The demand for microcredit that originates both from households and microenterprises is also large. Poor households in the Region require microcredit to finance livelihood activities, for consumption smoothening, and to finance some lumpy nonfood expenses for purposes such as education (e.g., school fees and books), housing improvements, and migration. Many Asian countries have numerous small farms and their operators also require microfinance services. The other source of demand is nonfarm microenterprises, which cover a wide array of activities such as food preparation and processing, weaving, pottery, mat and basket making, furniture making, and petty trading.
The demand for other financial services among poor and low-income households and their microenterprises could also be significant. A good share of rural households borrow, many more save, but all seek to insure against the vagaries of life and therefore the demand for insurance services among the poor is vast.  A private insurance company in Bangladesh that started to provide micro-insurance services to low-income households on a commercial basis, for example, found that its client base was expanding rapidly. At the end of 1999, this company had over 800,000 clients, about 50,000 of which are considered poor. This experience shows that the supply of such services creates its own demand because the real demand for such services remains hidden when suitable products are not available in the market.
The market structure in microfinance varies significantly across countries in the Region depending on their stage of financial development, level of economic development, policy environment, and other factors. However, aspects of the supply, particularly about different types of suppliers, may be usefully discussed.
The microfinance services are supplied mainly by informal sources. Their collective outreach, both breadth and depth, is vast in most countries. They supply mainly short-term credit and charge higher interest rates than semiformal and formal sources. Because of the relatively greater bargaining power enjoyed by the informal suppliers in general, the terms and conditions under which services are provided do not enable the clients to fully harness economic opportunities. The informal sources operate in highly localized areas. Therefore, their contribution to financial intermediation and improvement of resource allocation is also limited. For example, informal sources do not allow savings to be collected from more than a small group of individuals well known to one another, and they do not move funds over large distances. Most informal insurance mechanisms are typically weak, particularly against repeated shocks, and often provide only inadequate protection to poor households. 
The MFIs and other financial institutions (OFIs) providing microfinance services have expanded their outreach from a few thousand clients in the 1970s to over 10 million in the late 1990s. The developments in microfinance in the Region have set in motion a process of change from an activity that was entirely subsidy dependent to one that can be a viable business.
Poverty is the main cause of concern in improving the economic status of developing countries. A microfinance institution is an organization that offers financial services to low income populations. Almost all give loans to their members, and many offer insurance, deposit and other services.

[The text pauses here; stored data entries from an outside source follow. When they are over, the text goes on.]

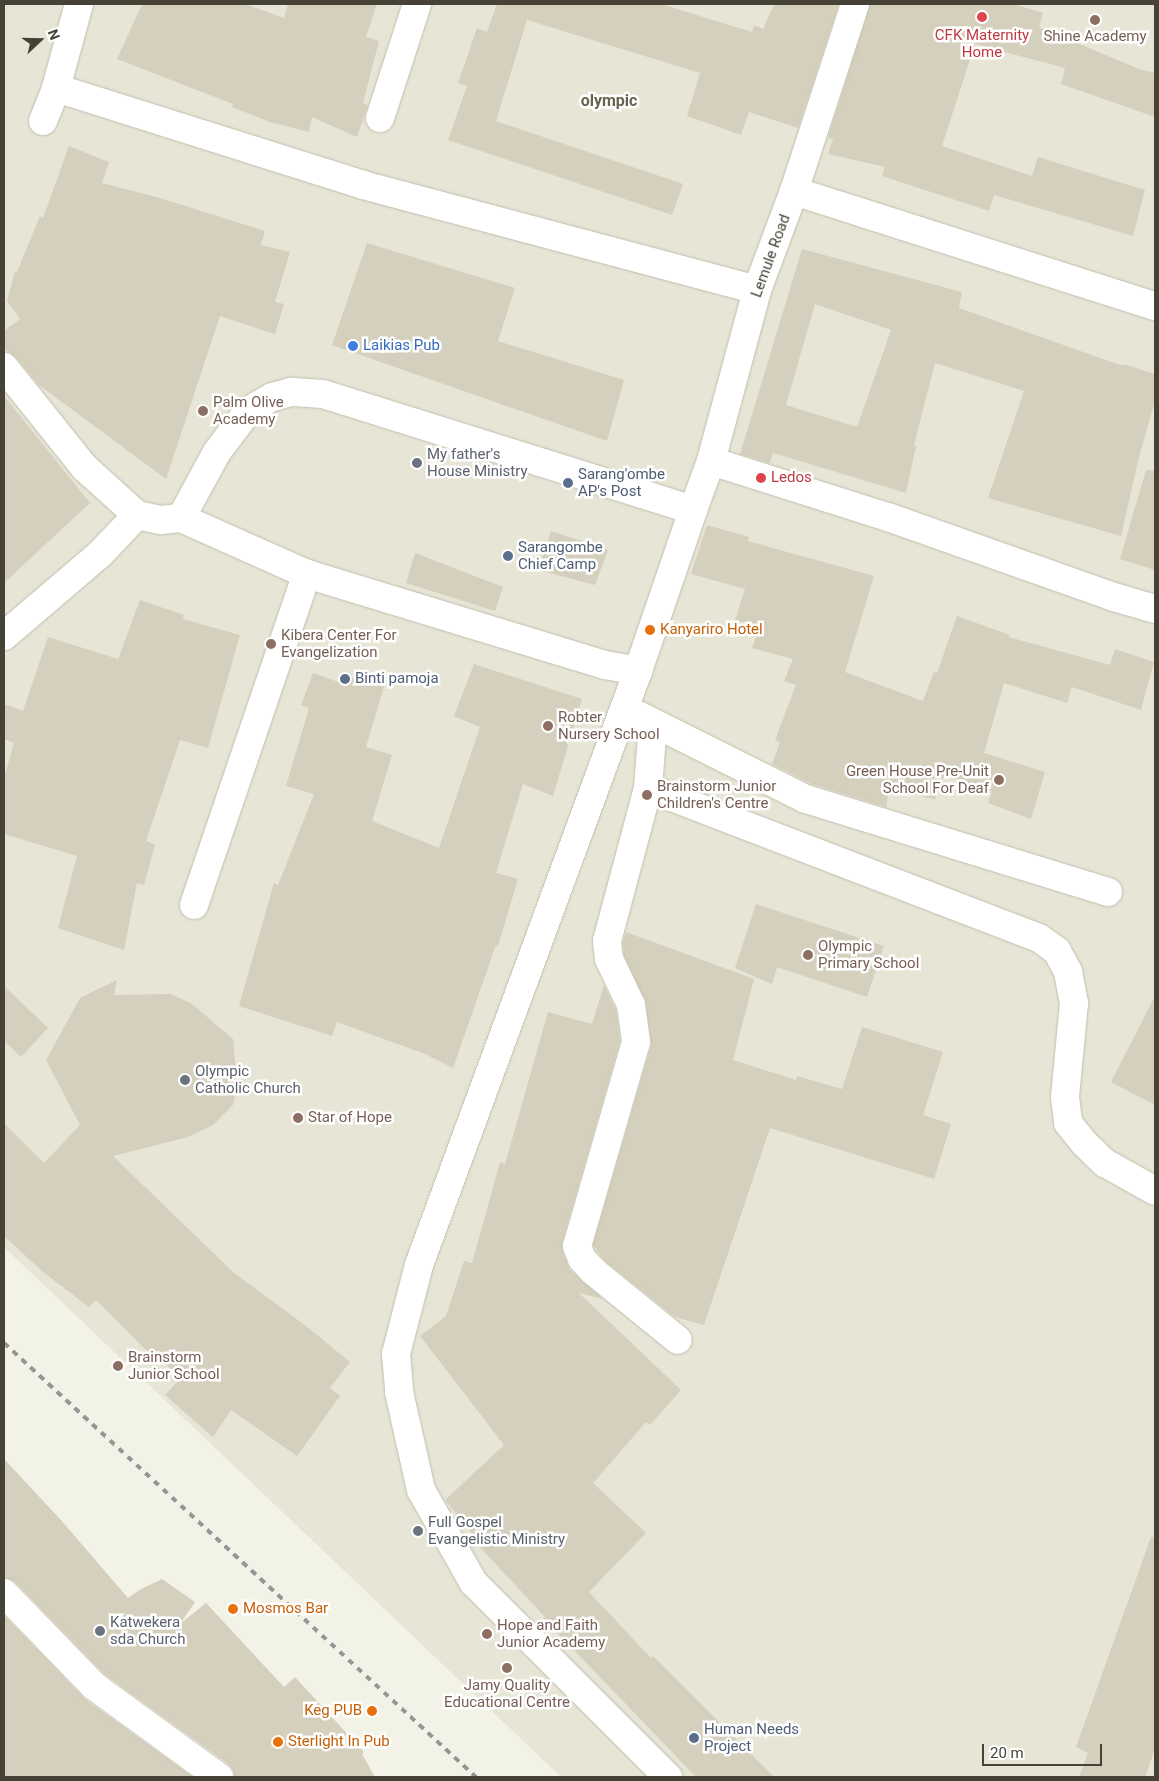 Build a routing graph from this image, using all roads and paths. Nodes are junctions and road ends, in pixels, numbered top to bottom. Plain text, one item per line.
1 (79, 4) edge
2 (417, 4) edge
3 (856, 4) edge
4 (56, 88) junction
5 (380, 118) dead end
6 (43, 121) dead end
7 (794, 191) junction
8 (757, 290) junction
9 (1155, 306) edge
10 (4, 367) edge
11 (711, 461) junction
12 (693, 510) junction
13 (137, 515) junction
14 (181, 518) junction
15 (307, 574) junction
16 (1155, 609) edge
17 (4, 636) edge
18 (638, 671) junction
19 (623, 708) junction
20 (653, 723) junction
21 (648, 788) junction
22 (1108, 892) dead end
23 (194, 905) dead end
24 (1155, 1191) edge
25 (678, 1340) dead end
26 (4, 1593) edge
27 (219, 1777) edge
28 (668, 1777) edge

1 - 4 street
2 - 5 street
3 - 7 street, Lemule Road
4 - 6 street
4 - 8 street
7 - 8 street, Lemule Road
7 - 9 street
8 - 11 street, Lemule Road
10 - 13 street
11 - 12 street, Lemule Road
11 - 16 street
12 - 14 street
12 - 18 street, Lemule Road
13 - 14 street
13 - 17 street
14 - 15 street
15 - 18 street
15 - 23 street
18 - 19 street, Lemule Road
19 - 20 street
19 - 28 street, Lemule Road
20 - 21 street
20 - 22 street
21 - 24 street
21 - 25 street
26 - 27 street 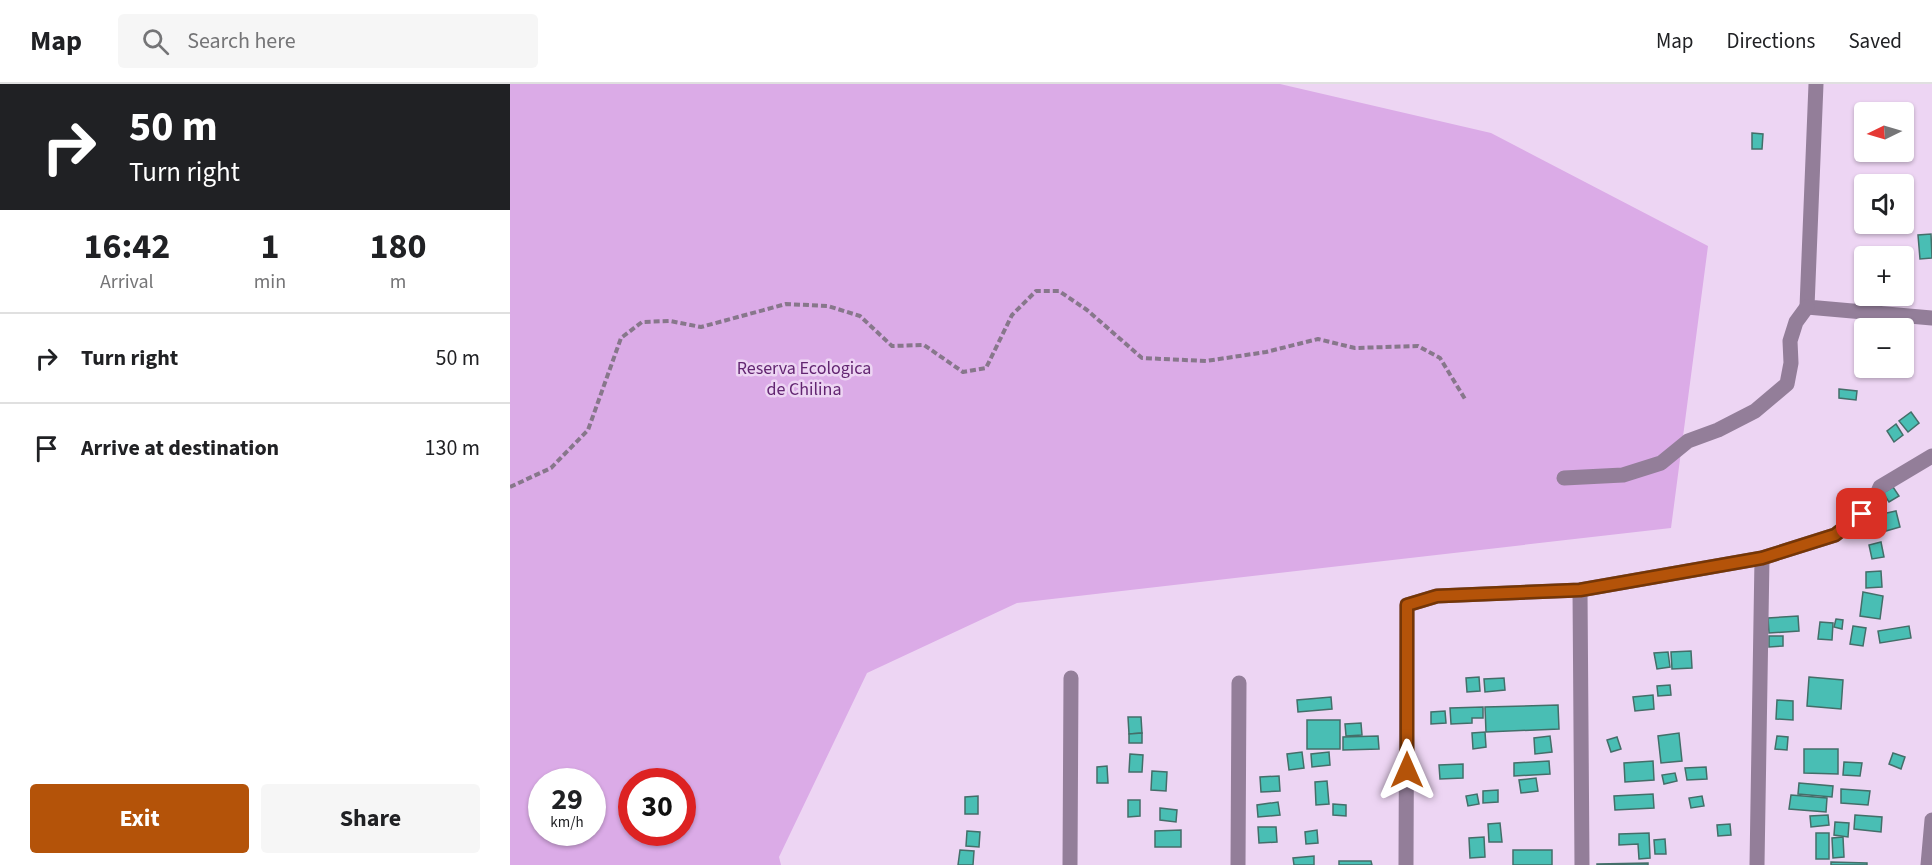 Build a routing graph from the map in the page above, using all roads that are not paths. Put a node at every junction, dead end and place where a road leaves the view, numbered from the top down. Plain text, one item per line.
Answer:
1 (1816, 84) edge
2 (1807, 307) junction
3 (1932, 318) edge
4 (1932, 456) edge
5 (1564, 478) dead end
6 (1762, 558) junction
7 (1580, 590) junction
8 (1071, 678) dead end
9 (1239, 683) dead end
10 (1932, 820) edge
11 (1070, 865) edge
12 (1238, 865) edge
13 (1407, 865) edge
14 (1582, 865) edge
15 (1757, 865) edge
16 (1928, 865) edge

1 - 2 street
2 - 3 street
2 - 5 street
4 - 6 street
6 - 7 street
6 - 15 street
7 - 13 street
7 - 14 street
8 - 11 street
9 - 12 street
10 - 16 street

A great scale of organizations is regarded as microfinance institutes. They are those that offer credits and other financial services to the representatives of poor strata of population.
Microfinance institution is a financial institution specializing in banking services for low-income groups or individuals. A microfinance institution provides account services to small-balance accounts that would not normally be accepted by traditional banks, and offers transaction services for amounts that may be smaller than the average transaction fees charged by mainstream financial institutions.

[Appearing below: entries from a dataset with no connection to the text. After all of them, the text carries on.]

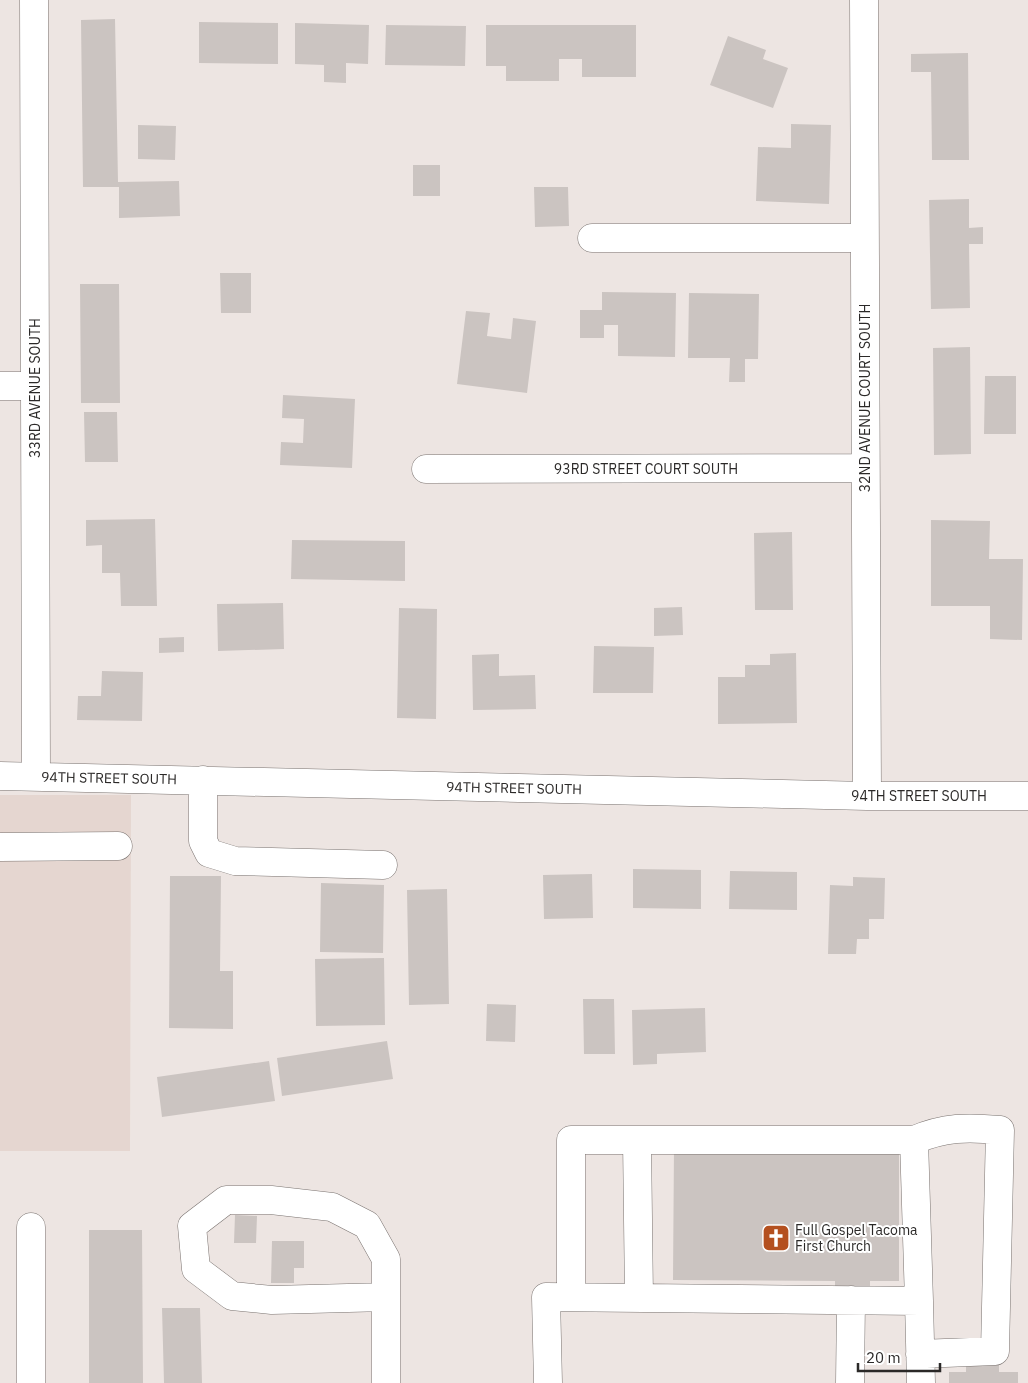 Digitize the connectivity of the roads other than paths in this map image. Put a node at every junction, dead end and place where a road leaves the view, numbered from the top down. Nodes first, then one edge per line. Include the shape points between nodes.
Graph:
1 (34, 0) edge
2 (864, 0) edge
3 (592, 238) dead end
4 (864, 238) junction
5 (0, 386) edge
6 (35, 386) junction
7 (865, 468) junction
8 (426, 469) dead end
9 (0, 776) edge
10 (36, 776) junction
11 (203, 780) junction
12 (867, 796) junction
13 (1028, 796) edge
14 (118, 846) dead end
15 (0, 847) edge
16 (383, 865) dead end
17 (637, 1140) junction
18 (914, 1140) junction
19 (31, 1227) dead end
20 (386, 1297) junction
21 (571, 1297) junction
22 (639, 1298) junction
23 (851, 1300) junction
24 (919, 1301) junction
25 (920, 1354) junction
26 (31, 1383) edge
27 (386, 1383) edge
28 (548, 1383) edge
29 (850, 1383) edge
30 (921, 1383) edge

1 - 6 street, 33RD AVENUE SOUTH
2 - 4 street, 32ND AVENUE COURT SOUTH
3 - 4 street
4 - 7 street, 32ND AVENUE COURT SOUTH
5 - 6 street
6 - 10 street, 33RD AVENUE SOUTH
7 - 8 street, 93RD STREET COURT SOUTH
7 - 12 street, 32ND AVENUE COURT SOUTH
9 - 10 street, 94TH STREET SOUTH
10 - 11 street, 94TH STREET SOUTH
11 - 12 street, 94TH STREET SOUTH
11 - 16 street via 203,840 210,852 236,861
12 - 13 street, 94TH STREET SOUTH
14 - 15 street
17 - 18 street
17 - 21 street via 571,1140
17 - 22 street
18 - 24 street
18 - 25 street via 936,1131 1000,1130 996,1351
19 - 26 street
20 - 20 street via 386,1259 367,1225 332,1207 271,1200 226,1200 192,1226 196,1269 232,1296 272,1300
20 - 27 street
21 - 22 street
21 - 28 street via 546,1297
22 - 23 street
23 - 24 street
23 - 29 street
24 - 25 street
25 - 30 street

Microfinance is increasingly being considered as one of the most effective tools of reducing poverty. Microfinance has a significant role in bridging the gap between the formal financial institutions and the rural poor. The Micro Finance Institutions (MFIs) accesses financial resources from the Banks and other mainstream Financial Institutions and provide financial and support services to the poor.
MFIs are the pivotal overseas organizations in each country that make individual microcredit loans directly to villagers, microentrepreneurs, impoverished women and poor families. An overseas MFI is like a small bank with the same challenges and capital needs confronting any expanding small venture but with the added responsibility of serving economically-marginalized populations. Many MFIs are creditworthy and well-run with proven records of success, many are operationally self-sufficient.
Various types of institutions offer microfinance: credit unions, commercial banks, NGOs (Non-governmental Organizations), cooperatives, and sectors of government banks. The emergence of “for-profit” MFIs is growing. In India , these ‘for-profit’ MFIs are referred to as Non-Banking Financial Companies (NBFC). NGOs mainly work in remote rural areas thereby providing financial services to the persons with no access to banking services.
The term “transformation,” or commercialization, of a microfinance institution (MFI) refers to a change in legal status from an unregulated nonprofit or non-governmental organization (NGO) into a regulated, for-profit institution. Regulated, transformed organizations differ from nonprofits in that they are held to performance and capital adequacy standards and are supervised by a financial authority, typically the central bank of the country where they are registered. A transformed MFI also attracts equity investors. The equity investors want to ensure that the values of their investments are maintained or enhanced and elect Board members who share a common vision for the new for-profit institution. Among transformed MFIs, varying classifications of regulated institutions exist, the strictest being banks — rural banks and thrift banks — followed by non-bank financial institutions. Different countries have varied names for these regulated MFIs.
The microfinance sector consistently focuses on understanding the needs of the poor and on devising better ways of delivering services in line with their requirements, developing the most efficient and effective mechanisms to deliver finance to the poor. Continuous efforts towards automation of operations is steady improving in efficiency. The automated systems have also helped accelerate the growth rate of the microfinance sector.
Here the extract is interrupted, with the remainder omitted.